For wealthy households where €10,000-15,000 extra over a decade is negligible, this doesn't matter. For households living paycheck to paycheck, it's the difference between transportation they can afford and transportation that would bankrupt them.
The 2035 combustion ban doesn't magically make EVs affordable. It just eliminates the affordable alternatives and forces people into debt to buy vehicles they can't afford. Household debt is already at record levels. Forcing people into more debt for transportation they could previously afford is economic policy designed to benefit manufacturers at citizen expense.
The manufacturers know EVs are unaffordable for most households. That's why they lobby for subsidies, not to make EV's accessible but to reduce prices just enough to expand the market from the top 10% to the top 20% of earners. And when subsidies aren't enough, they lobby for mandates that force adoption regardless of affordability.
This is the same pattern documented in how European households paid €238 billion in corporate profit extraction during the energy crisis. Citizens told there's no money for assistance while corporations get subsidies. Citizens lectured about sacrifice while manufacturers profit. Citizens forced into markets they can't afford while being told it's for their benefit.
The Chinese Competition Exposing European Failure
The electric vehicle market has revealed what decades of subsidies and protectionism tried to hide: European manufacturers can't compete with Chinese companies when markets are actually open.
China invested in EV technology in the early 2000s when European manufacturers were still focused on optimizing combustion engines and dismissing electrification as a niche market. Chinese companies built battery supply chains, developed manufacturing expertise, and produced vehicles while European manufacturers were still doing feasibility studies.
Now Chinese EV manufacturers like BYD, Geely, NIO, and XPeng produce vehicles that are better, cheaper, and more advanced than European equivalents. BYD's Seal sedan offers 570-kilometer range for €42,000. Volkswagen's ID.4 offers 400-kilometer range for €49,000. The Chinese car has better range, faster charging, more features, and costs less.
This isn't a small advantage. Chinese EVs are 30-40% cheaper than European equivalents with equal or better specifications. They charge faster. They have better software. The interiors are better designed. By every objective measure, Chinese manufacturers are producing superior products at lower prices.
European manufacturers can't compete. They spent billions on EV development and produced cars that are expensive, have limited range, and are technologically inferior to Chinese competitors. The decades of subsidies, the protected markets, the regulatory capture, none of it produced competitive products.
So European manufacturers did what failed companies always do when they can't compete: they lobbied for protection. The European Commission announced tariffs of up to 45% on Chinese EVs in October 2024, claiming Chinese government subsidies created unfair competition.

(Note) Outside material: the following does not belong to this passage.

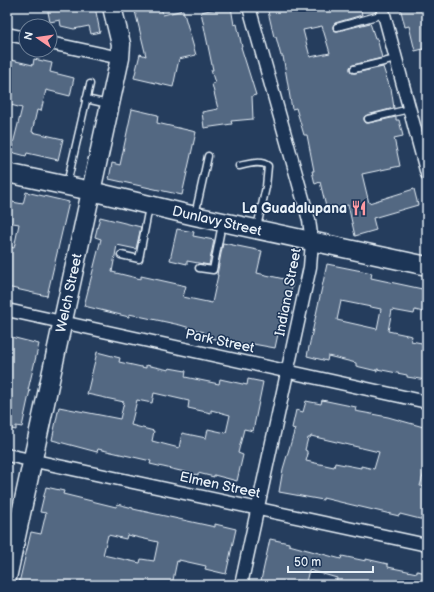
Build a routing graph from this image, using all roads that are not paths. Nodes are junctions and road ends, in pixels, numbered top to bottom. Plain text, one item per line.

The hypocrisy is staggering. European governments have subsidized EV purchases with €8-12 billion annually. They provided tens of billions in development grants to manufacturers. They built charging infrastructure with public funds. They mandated EV adoption through 2035 combustion bans. The entire European EV industry is built on subsidies.
But when Chinese companies beat European companies despite all those subsidies, suddenly subsidies are unfair competition that requires tariffs. The complaint isn't that China subsidizes, it's that Chinese subsidies actually produced competitive products while European subsidies produced expensive failures.
The tariffs don't help consumers. They make affordable Chinese EVs more expensive to protect European manufacturers who charge more for worse products. If you're a consumer who can't afford a €49,000 Volkswagen but could maybe afford a €42,000 BYD, the tariff raises that BYD to €60,000 and eliminates your affordable option.
This is pure protectionism benefiting corporations at consumer expense. The stated justification is saving European manufacturing jobs. The real goal is protecting profits for companies that couldn't compete despite massive public investment.
And it's not even saving jobs. Volkswagen announced plans to close three factories in Germany and lay off tens of thousands of workers in late 2024 despite receiving billions in subsidies and getting tariff protection. The subsidies didn't make VW competitive. The tariffs didn't save jobs. They just gave executives more time to extract profits before the inevitable reckoning.
The Chinese competition reveals the fundamental failure of European industrial policy. Billions in subsidies, protected markets, regulatory mandates, and the result is products consumers don't want at prices they can't afford. Chinese manufacturers with less subsidy money per vehicle produced better products because they had to compete in their home market first.
European manufacturers never learned to compete because they never had to. Governments protected them from competition, subsidized their failures, and mandated demand for their products. That created comfortable industries that innovate slowly, price high, and lobby for protection when anyone threatens their position.
The EV market is exposing this failure because Chinese competition is too good to ignore. European manufacturers can't compete on price, quality, range, charging speed, or features. They can only compete through tariffs and regulations, which they get because the same corporate interests that captured media, Parliament, and regulatory agencies also control trade policy.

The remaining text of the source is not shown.